Future Perfect

By Leslie Weeden / September/October 2015
August 31st, 2015

For the past decade, multimedia artist Saya Woolfalk ’01 has been creating a sci-fi fantasy world peopled by a race of women known as the Empathics. Through painting, sculpture, video, and performance, she documents this utopian society using bright—almost neon—colors, richly patterned fabrics, elaborate headdresses, face paint, and wings made of multilayered petal-shaped cloth. A New York Times reviewer describes it this way: “A West African masquerade version of Mozart’s ‘Magic Flute,’ with Tibetan tantric overlays, might look something like a Saya Woolfalk installation.”

Woolfalk.jpg
Courtesy Saya Woolfalk
Saya Woolfalk '01 with her installation titled Star Compulsion. 
The international comparison is apt.

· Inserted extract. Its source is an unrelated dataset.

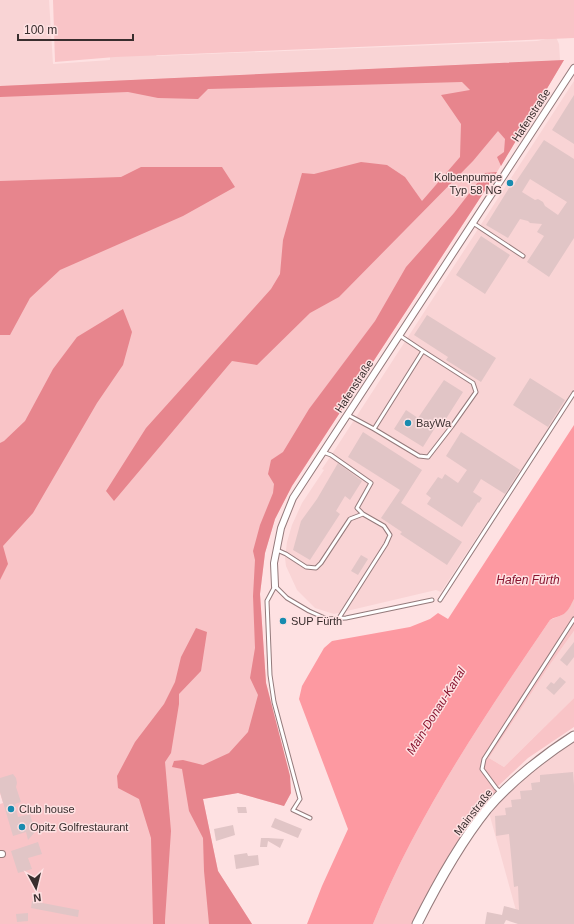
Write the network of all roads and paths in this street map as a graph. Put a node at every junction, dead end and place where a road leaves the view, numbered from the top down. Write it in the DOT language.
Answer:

After college at Cornell and Brown, and graduate school at the School of the Art Institute of Chicago, Woolfalk studied folkloric performance traditions in northeastern Brazil on a Fulbright grant. “A lot of the traditions I was studying were Afro-Brazilian,” she says. “African masquerade traditions have deeply impacted and inspired my work.” Her art is part of the multi-artist exhibit “Disguise” at the Seattle Art Museum through September 7. “Disguise” will be shown at the Fowler Museum at UCLA from October 18 to March 13, 2016, and the Brooklyn Museum from April 22 to September 11, 2016.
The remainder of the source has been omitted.